Noi, dieci anni senza David
Ricordando Foster Wallace. Il vuoto mai colmato e l’omaggio di un giovane poeta
Il 12 settembre 2008 morì suicida a soli 46 anni nella sua casa di Claremont, in California, David Foster Wallace, per i fan DFW, tra i più importanti e amati esponenti del postmoderno letterario, sofferente fin da ragazzo di una grave forma di depressione. Dopo la morte gli sono stati dedicati saggi (come la biografia Ogni storia d’amore è una storia di fantasmi di D. T. Max, Einaudi Stile libero, 2012), convegni, gruppi di lettura, romanzi e il film The End of the Tour – Un viaggio con David Foster Wallace (2015) di James Ponsoldt.
Nel decennale della morte, dedichiamo un omaggio a questo autore di romanzi, racconti e saggi tutti divenuti di culto (ancor più dopo la morte), come il monumentale e complesso Infinite Jest (1.281 pagine nell’edizione di Einaudi Stile libero, tradotta da Edoardo Nesi con Annalisa Villoresi e Grazia Giua). In questa pagina, lo scrittore Demetrio Paolin racconta il memoir scritto dalla moglie di Foster Wallace, Karen Green, Il ramo spezzato, uscito per Baldini+castoldi nella traduzione di Martina Testa, accorato ricordo dell’uomo e del compagno di vita.

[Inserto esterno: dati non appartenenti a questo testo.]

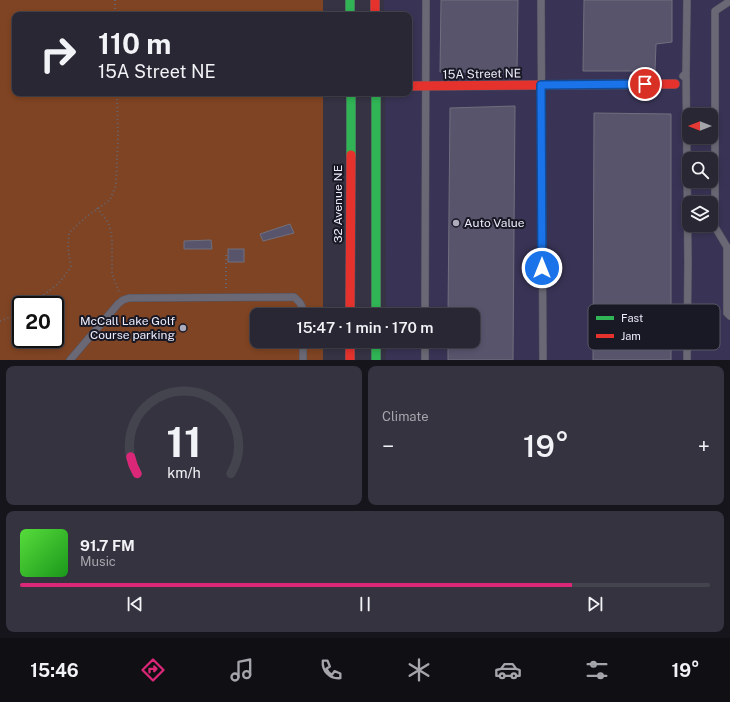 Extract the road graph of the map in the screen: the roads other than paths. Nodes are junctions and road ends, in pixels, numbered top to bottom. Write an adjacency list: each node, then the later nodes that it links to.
1 (350, 0): 7 (main road)
2 (375, 0): 8 (main road)
3 (426, 0): 13 (lane)
4 (541, 0): 11 (lane)
5 (687, 0): 9 (lane)
6 (730, 1): 21 (lane)
7 (350, 12)
8 (376, 12)
9 (686, 73): 10 (lane); 16 (lane)
10 (675, 84): 11 (main road, 15A Street NE)
11 (541, 85): 13 (main road, 15A Street NE); 32 (lane)
12 (412, 86): 13 (main road, 15A Street NE)
13 (426, 86): 20 (lane)
14 (351, 96): 18 (main road, 32 Avenue NE)
15 (376, 96): 19 (main road)
16 (688, 304)
17 (303, 308): 27 (lane)
18 (350, 308)
19 (376, 308)
20 (425, 308)
21 (730, 316)
22 (303, 348): 28 (lane)
23 (350, 348): 29 (main road)
24 (376, 348): 30 (main road)
25 (425, 348): 31 (lane)
26 (687, 350): 33 (lane)
27 (70, 360)
28 (303, 360)
29 (350, 360)
30 (376, 360)
31 (425, 360)
32 (543, 360)
33 (687, 360) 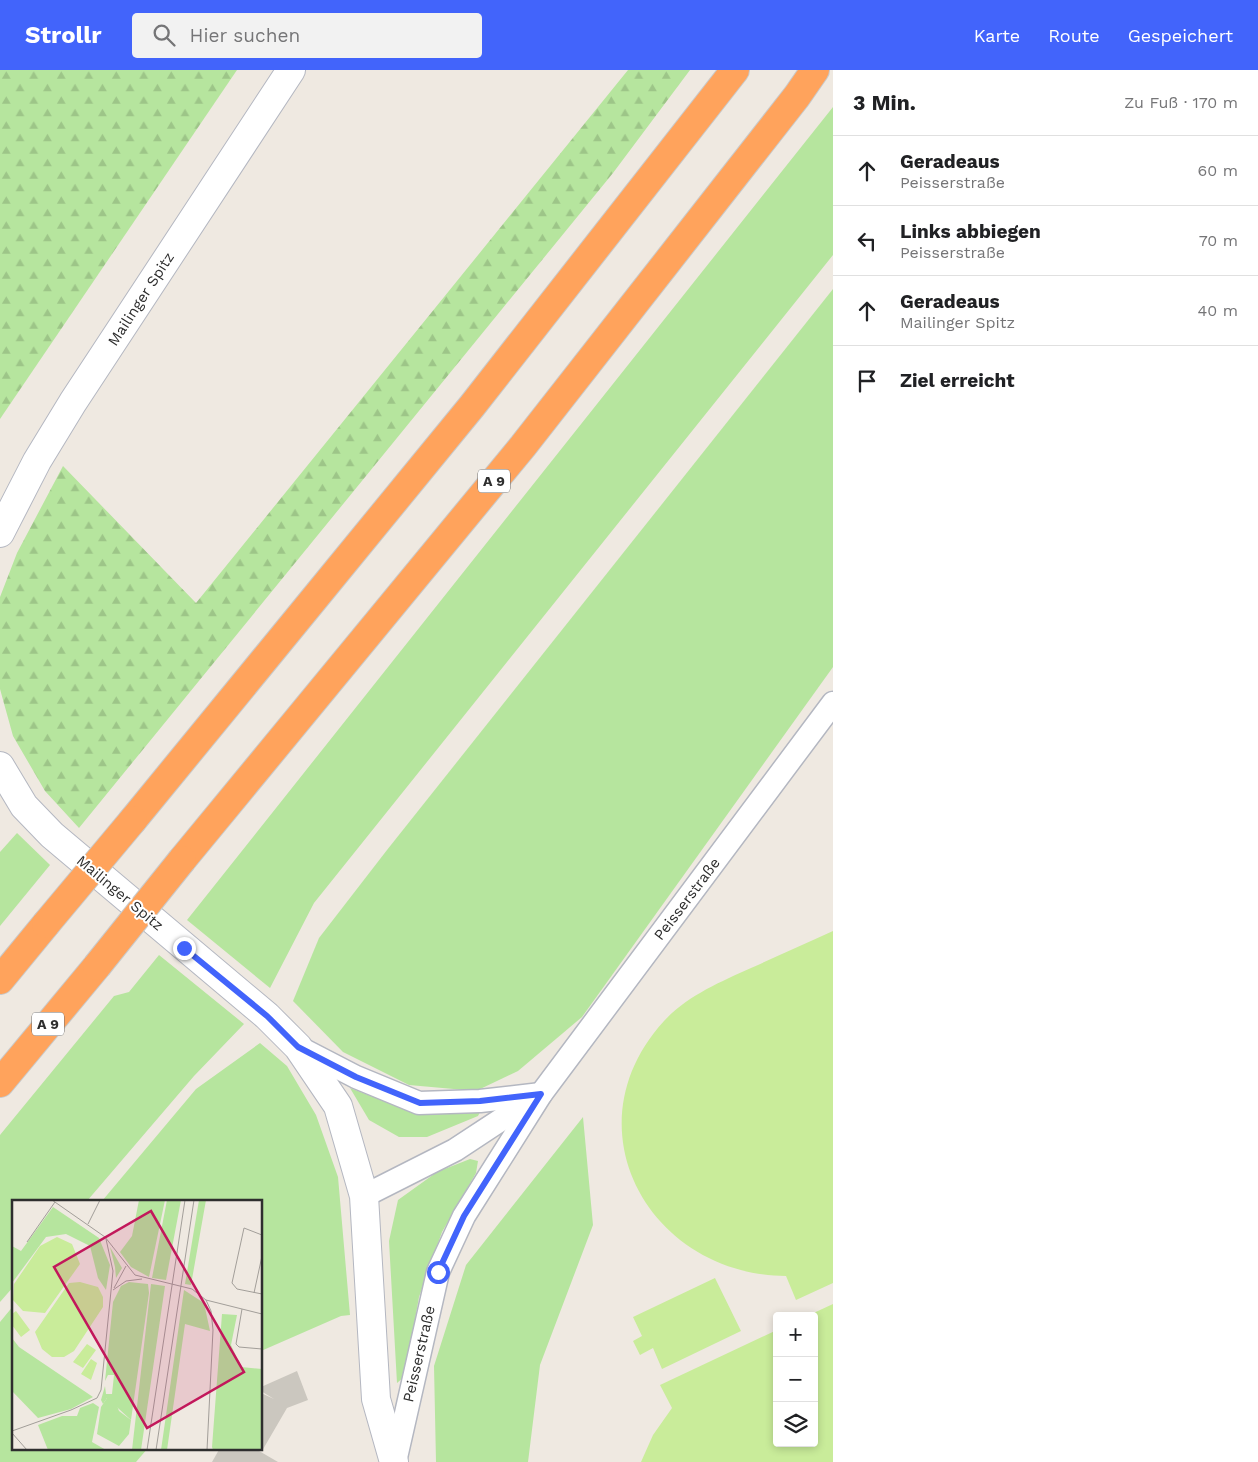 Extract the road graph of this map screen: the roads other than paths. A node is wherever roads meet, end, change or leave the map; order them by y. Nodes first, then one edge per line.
1 (291, 70) edge
2 (735, 70) edge
3 (815, 70) edge
4 (0, 533) edge
5 (833, 703) edge
6 (0, 766) edge
7 (0, 980) edge
8 (298, 1047) junction
9 (0, 1083) edge
10 (541, 1094) junction
11 (364, 1196) junction
12 (395, 1462) edge

1 - 4 street, Mailinger Spitz
2 - 7 highway, bridge
3 - 9 highway, A 9, bridge
5 - 10 street, Peisserstraße
6 - 8 street, Mailinger Spitz
8 - 10 street
8 - 11 street, Peisserstraße
10 - 11 street, Peisserstraße
10 - 12 street, Peisserstraße
11 - 12 street, Peisserstraße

Nella pagina, inoltre, il poeta Simone Savogin, più volte vincitore dei Campionati italiani di Poetry Slam, dedica a David Foster Wallace il suo inedito Al pallido re /che faceva cose divertenti. Un componimento il cui titolo cita due opere di Wallace (il postumo Il re pallido, Einaudi Stile libero, e il saggio Una cosa divertente che non farò mai più, minimum fax), poesia densa di suggestioni ed echi nascosti (i versi «in te eri infiniti / gesti» riecheggiano il titolo Infinite Jest, mentre cercare è anagramma di carcere) che incarnano il suo postmoderno «spezzato» e la sofferenza che l’ha accompagnato.